# Golden Retriever, or Alligator?



## NuttinButGoldens (Jan 10, 2009)

I don't normally let Gilmour snack like this, but I learned of this 'talent' the other day when he stole a grilled cheese out of my hand, and I had to capture it somehow 

http://www.youtube.com/watch?v=b540JFPvqzE


----------



## Noey (Feb 26, 2009)

too funny! Noah took my taco last night, right out of my hand like I was giving it to him. It's an art. Maybe he was teaching me not to eat in bed. Must be something in the air.

Cute pup.


----------



## BeauShel (May 20, 2007)

That is one talented golden. He does the imitation so well. Way to go Gilmour.


----------



## nixietink (Apr 3, 2008)

Thanks for posting that! It really gave me a good laugh!


----------



## hermione hewitt (Oct 24, 2007)

hahaha I think Hermione would jump off a cliff for a treat, she loves food


----------



## Ljilly28 (Jan 22, 2008)

That cracked me up; fun, funny video. Keep them coming!


----------



## NuttinButGoldens (Jan 10, 2009)

Yeah, I needed one today...



nixietink said:


> Thanks for posting that! It really gave me a good laugh!


----------



## Abbydabbydo (Jan 31, 2007)

Gilmour is darling! Loved the vid!


----------



## LucyD (Nov 20, 2008)

That is too funny and just too cute for words!! They are such funny creatures our goldens.


----------



## Celeigh (Nov 29, 2007)

That was so funny! He was determined, wasn't he?


----------



## Faith's mommy (Feb 26, 2007)

alright, now that was really funny!


----------



## RENEESDOG (Feb 8, 2009)

Poor Baby having to work so hard!


----------



## beargroomer (Jan 2, 2008)

Adorable!!!


----------



## diana_D (Jan 27, 2008)

cutest alligator ever!
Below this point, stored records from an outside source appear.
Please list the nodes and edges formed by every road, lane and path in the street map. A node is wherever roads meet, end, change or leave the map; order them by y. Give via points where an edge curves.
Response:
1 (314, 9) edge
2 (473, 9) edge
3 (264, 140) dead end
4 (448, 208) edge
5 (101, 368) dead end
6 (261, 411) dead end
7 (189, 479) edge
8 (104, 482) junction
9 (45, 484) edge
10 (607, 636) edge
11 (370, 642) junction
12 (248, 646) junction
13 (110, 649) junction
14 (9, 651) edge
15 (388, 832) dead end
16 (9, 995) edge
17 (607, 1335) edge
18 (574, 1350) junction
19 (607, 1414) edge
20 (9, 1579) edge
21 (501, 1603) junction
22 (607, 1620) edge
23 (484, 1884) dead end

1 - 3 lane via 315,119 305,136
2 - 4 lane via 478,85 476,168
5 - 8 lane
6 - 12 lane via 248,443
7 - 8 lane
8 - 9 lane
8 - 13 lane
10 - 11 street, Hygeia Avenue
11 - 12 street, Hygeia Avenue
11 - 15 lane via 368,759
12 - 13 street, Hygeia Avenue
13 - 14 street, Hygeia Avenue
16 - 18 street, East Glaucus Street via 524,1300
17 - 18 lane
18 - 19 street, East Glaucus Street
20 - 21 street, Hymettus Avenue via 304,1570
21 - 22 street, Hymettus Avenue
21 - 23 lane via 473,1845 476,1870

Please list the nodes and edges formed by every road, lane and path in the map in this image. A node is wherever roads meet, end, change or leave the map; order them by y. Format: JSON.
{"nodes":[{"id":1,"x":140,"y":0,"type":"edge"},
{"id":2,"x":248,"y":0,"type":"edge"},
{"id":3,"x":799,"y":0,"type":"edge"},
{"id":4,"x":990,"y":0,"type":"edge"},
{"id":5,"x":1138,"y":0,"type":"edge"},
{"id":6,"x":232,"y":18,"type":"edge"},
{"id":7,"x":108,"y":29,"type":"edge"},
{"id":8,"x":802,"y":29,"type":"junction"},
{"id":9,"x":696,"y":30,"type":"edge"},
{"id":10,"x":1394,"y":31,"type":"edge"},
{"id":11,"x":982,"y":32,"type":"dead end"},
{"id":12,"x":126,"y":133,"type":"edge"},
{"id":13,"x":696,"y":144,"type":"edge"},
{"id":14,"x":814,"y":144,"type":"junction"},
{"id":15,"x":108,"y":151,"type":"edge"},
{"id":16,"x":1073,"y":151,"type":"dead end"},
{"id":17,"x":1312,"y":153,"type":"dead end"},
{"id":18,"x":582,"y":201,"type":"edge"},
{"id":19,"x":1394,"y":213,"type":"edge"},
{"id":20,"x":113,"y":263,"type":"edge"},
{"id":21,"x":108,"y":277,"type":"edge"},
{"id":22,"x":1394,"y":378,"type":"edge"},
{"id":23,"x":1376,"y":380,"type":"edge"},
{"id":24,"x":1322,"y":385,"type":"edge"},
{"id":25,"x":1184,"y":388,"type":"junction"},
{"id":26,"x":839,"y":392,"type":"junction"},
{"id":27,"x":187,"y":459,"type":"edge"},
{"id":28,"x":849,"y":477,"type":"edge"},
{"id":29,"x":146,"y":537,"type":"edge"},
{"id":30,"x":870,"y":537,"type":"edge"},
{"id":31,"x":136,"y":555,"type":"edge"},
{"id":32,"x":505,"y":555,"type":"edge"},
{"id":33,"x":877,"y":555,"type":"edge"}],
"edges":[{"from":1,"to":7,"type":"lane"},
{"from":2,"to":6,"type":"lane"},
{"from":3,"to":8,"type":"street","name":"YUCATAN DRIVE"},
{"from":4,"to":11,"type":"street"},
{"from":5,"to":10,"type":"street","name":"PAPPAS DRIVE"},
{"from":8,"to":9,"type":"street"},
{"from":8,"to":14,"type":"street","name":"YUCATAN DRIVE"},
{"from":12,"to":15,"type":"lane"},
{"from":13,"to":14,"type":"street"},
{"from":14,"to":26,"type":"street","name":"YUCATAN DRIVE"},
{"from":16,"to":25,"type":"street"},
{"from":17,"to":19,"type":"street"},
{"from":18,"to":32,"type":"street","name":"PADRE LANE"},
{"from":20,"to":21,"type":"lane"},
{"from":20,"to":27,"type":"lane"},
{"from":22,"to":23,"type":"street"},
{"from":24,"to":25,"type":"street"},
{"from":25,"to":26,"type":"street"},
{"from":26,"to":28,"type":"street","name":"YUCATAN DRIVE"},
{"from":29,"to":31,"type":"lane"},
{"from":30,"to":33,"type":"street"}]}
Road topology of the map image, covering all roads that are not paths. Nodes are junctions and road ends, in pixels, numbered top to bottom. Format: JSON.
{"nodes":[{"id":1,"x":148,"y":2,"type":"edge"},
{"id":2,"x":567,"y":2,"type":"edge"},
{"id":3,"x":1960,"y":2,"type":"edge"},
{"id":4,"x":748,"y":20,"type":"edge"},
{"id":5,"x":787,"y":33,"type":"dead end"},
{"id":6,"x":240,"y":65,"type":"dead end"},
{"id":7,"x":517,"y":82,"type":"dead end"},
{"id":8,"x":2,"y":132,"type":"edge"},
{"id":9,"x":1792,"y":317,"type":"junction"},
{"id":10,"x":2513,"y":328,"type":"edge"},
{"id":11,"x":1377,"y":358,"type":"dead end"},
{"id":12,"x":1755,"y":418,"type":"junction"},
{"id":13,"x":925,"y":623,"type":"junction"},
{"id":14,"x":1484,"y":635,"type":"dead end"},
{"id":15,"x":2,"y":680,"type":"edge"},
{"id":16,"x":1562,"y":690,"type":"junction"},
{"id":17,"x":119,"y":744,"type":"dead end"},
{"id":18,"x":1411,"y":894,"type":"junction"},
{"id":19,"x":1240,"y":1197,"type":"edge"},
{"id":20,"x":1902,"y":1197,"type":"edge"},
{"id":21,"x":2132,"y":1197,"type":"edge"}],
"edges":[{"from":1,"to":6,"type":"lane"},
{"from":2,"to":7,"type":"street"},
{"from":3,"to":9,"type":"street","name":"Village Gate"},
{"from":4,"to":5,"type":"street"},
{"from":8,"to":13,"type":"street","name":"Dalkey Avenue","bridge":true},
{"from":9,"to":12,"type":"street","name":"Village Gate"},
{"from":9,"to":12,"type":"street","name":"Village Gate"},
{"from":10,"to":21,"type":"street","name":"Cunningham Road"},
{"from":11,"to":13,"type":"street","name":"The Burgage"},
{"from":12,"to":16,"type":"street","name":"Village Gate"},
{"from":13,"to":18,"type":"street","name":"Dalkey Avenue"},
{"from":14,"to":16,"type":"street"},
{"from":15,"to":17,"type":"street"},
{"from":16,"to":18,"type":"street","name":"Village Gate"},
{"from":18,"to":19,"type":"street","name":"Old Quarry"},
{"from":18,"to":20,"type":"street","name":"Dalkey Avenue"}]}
Thank you for the good laugh


----------



## MillysMom (Nov 5, 2008)

I had to forward this to everyone at work! It is just too cute for words!


----------



## coppers-mom (Jan 9, 2009)

that's funny!


----------



## missmarstar (Jul 22, 2007)

That is SO FUNNY!! Glad you got that on video...


----------



## americangolden (Aug 11, 2008)

lol cute lil gator you got there haha


----------



## Debles (Sep 6, 2007)

Goldenator?


----------